## What the exercise asks
Write out the stretch of lines below that begins at the line with "middle tip: (306, 224)" and ends at the line with "index tip: (198, 152)", including both, exactly as given and nothing more.

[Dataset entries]
*** Begin section ***

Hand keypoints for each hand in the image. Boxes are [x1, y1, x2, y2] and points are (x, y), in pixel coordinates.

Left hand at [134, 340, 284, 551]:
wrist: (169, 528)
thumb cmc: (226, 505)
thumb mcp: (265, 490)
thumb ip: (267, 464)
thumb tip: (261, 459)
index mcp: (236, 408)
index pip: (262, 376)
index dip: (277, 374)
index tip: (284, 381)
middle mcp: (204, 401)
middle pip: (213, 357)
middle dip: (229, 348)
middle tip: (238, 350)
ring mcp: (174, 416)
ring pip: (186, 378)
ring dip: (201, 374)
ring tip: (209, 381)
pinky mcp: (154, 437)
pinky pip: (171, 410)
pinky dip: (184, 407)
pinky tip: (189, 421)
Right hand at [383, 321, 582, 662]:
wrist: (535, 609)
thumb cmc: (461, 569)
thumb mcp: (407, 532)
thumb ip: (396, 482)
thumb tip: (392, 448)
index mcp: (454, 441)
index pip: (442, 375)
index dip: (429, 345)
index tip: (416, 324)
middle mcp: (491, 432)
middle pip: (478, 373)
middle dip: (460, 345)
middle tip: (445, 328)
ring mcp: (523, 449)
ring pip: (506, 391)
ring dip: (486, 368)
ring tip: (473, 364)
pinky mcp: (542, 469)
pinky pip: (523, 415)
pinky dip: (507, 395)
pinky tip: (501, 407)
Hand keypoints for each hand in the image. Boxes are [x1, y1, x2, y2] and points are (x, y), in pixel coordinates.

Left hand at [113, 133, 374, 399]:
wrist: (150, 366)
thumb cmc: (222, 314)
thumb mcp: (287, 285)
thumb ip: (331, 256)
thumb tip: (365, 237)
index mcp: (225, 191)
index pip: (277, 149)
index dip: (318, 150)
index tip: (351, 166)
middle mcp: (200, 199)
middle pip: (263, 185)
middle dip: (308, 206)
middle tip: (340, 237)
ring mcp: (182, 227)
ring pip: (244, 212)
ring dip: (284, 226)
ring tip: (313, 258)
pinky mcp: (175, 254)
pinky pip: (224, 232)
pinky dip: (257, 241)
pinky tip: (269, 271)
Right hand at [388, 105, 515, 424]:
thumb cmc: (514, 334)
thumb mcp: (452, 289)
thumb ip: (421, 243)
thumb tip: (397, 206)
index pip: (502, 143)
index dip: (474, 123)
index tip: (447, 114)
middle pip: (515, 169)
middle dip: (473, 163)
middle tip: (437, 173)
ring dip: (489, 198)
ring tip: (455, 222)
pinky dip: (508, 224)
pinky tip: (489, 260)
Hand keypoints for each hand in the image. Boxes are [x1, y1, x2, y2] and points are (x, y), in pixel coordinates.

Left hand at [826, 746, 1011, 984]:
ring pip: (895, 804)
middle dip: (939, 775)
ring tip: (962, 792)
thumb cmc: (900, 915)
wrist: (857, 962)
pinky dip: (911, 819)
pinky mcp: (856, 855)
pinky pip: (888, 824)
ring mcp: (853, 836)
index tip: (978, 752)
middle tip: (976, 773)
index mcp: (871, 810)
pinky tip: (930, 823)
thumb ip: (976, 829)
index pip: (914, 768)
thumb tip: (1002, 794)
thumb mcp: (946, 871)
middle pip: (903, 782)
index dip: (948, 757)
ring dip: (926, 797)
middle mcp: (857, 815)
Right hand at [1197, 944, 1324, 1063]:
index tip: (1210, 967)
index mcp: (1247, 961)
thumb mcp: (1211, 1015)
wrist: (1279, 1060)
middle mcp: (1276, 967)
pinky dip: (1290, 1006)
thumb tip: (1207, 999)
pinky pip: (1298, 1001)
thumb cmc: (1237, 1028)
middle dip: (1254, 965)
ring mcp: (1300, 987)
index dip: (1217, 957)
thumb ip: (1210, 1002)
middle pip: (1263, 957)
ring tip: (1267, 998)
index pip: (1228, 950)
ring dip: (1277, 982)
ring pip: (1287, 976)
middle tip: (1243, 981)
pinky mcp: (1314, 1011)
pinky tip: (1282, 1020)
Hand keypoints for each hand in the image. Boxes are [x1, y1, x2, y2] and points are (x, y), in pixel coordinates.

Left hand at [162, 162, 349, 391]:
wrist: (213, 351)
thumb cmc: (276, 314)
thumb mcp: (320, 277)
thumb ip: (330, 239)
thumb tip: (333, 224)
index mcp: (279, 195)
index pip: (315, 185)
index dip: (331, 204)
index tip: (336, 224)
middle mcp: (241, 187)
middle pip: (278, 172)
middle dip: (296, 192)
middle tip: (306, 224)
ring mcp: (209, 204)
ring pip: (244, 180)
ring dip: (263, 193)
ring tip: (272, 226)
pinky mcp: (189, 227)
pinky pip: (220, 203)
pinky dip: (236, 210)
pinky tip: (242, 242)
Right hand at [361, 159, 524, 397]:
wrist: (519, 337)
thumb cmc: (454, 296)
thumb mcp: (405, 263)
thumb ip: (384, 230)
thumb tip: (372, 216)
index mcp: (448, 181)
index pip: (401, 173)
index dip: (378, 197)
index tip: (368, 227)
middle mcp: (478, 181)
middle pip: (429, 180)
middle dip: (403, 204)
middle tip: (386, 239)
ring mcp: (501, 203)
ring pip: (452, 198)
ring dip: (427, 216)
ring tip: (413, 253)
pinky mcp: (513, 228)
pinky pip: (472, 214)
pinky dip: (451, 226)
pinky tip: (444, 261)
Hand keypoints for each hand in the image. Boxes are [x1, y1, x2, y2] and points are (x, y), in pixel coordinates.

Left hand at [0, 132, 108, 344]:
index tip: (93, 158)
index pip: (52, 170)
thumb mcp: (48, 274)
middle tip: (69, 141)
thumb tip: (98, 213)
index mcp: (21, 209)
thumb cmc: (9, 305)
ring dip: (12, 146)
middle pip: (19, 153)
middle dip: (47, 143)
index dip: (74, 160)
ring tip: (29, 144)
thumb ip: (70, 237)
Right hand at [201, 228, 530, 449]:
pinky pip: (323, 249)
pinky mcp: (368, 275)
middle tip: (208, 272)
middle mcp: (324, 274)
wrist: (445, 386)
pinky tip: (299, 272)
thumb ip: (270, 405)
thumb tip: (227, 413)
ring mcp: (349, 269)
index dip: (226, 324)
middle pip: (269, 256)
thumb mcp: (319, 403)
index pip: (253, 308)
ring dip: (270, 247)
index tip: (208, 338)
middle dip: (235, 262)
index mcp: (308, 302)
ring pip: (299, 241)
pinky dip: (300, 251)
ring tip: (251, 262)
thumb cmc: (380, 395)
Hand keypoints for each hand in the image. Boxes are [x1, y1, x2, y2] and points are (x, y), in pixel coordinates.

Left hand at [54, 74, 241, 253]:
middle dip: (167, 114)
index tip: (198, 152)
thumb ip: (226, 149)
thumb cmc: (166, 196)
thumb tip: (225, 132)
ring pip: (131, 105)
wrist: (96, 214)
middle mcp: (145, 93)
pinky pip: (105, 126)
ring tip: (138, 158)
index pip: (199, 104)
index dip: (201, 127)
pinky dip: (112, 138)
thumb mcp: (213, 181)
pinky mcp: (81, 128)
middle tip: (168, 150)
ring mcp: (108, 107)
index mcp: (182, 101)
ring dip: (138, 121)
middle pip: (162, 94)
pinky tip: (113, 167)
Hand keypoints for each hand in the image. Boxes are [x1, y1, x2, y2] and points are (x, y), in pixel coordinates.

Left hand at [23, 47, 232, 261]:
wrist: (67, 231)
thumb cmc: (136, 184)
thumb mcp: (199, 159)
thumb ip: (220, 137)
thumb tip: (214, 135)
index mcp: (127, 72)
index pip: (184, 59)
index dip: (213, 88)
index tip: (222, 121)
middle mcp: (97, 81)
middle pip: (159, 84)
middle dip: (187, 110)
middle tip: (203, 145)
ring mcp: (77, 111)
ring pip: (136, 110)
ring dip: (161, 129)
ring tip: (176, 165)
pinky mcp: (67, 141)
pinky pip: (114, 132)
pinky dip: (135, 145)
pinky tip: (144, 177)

*** End section ***

## Output
middle tip: (306, 224)
ring mcp: (209, 204)
ring pip: (244, 180)
ring dip: (263, 193)
ring tip: (272, 226)
pinky mcp: (189, 227)
pinky pip: (220, 203)
pinky dip: (236, 210)
pinky tip: (242, 242)
Right hand at [361, 159, 524, 397]:
wrist: (519, 337)
thumb cmc: (454, 296)
thumb mcp: (405, 263)
thumb ip: (384, 230)
thumb tip: (372, 216)
index mcp: (448, 181)
index pip: (401, 173)
index dip: (378, 197)
index tip: (368, 227)
middle mcp: (478, 181)
middle pip: (429, 180)
middle dip: (403, 204)
middle tip: (386, 239)
ring mcp: (501, 203)
ring pip: (452, 198)
ring dip: (427, 216)
ring tip: (413, 253)
pinky mcp: (513, 228)
pinky pip: (472, 214)
pinky dip: (451, 226)
pinky tip: (444, 261)
Hand keypoints for each hand in the image. Boxes are [x1, y1, x2, y2] and points are (x, y), in pixel coordinates.

Left hand at [0, 132, 108, 344]:
index tip: (93, 158)
index pip: (52, 170)
thumb mcp: (48, 274)
middle tip: (69, 141)
thumb tip: (98, 213)
index mcp: (21, 209)
thumb cmc: (9, 305)
ring dip: (12, 146)
middle pip: (19, 153)
middle dip: (47, 143)
index dip: (74, 160)
ring tip: (29, 144)
thumb ip: (70, 237)
Right hand at [201, 228, 530, 449]:
pinky pip: (323, 249)
pinky mcp: (368, 275)
middle tip: (208, 272)
middle mcp: (324, 274)
wrist: (445, 386)
pinky tip: (299, 272)
thumb ip: (270, 405)
thumb tip: (227, 413)
ring mcp: (349, 269)
index dip: (226, 324)
middle pip: (269, 256)
thumb mcp: (319, 403)
index pip: (253, 308)
ring dip: (270, 247)
index tip: (208, 338)
middle dip: (235, 262)
index mcp: (308, 302)
ring pip: (299, 241)
pinky dip: (300, 251)
ring tip: (251, 262)
thumb cmc: (380, 395)
Hand keypoints for each hand in the image. Boxes are [x1, y1, x2, y2] and points are (x, y), in pixel coordinates.

Left hand at [54, 74, 241, 253]:
middle dip: (167, 114)
index tip: (198, 152)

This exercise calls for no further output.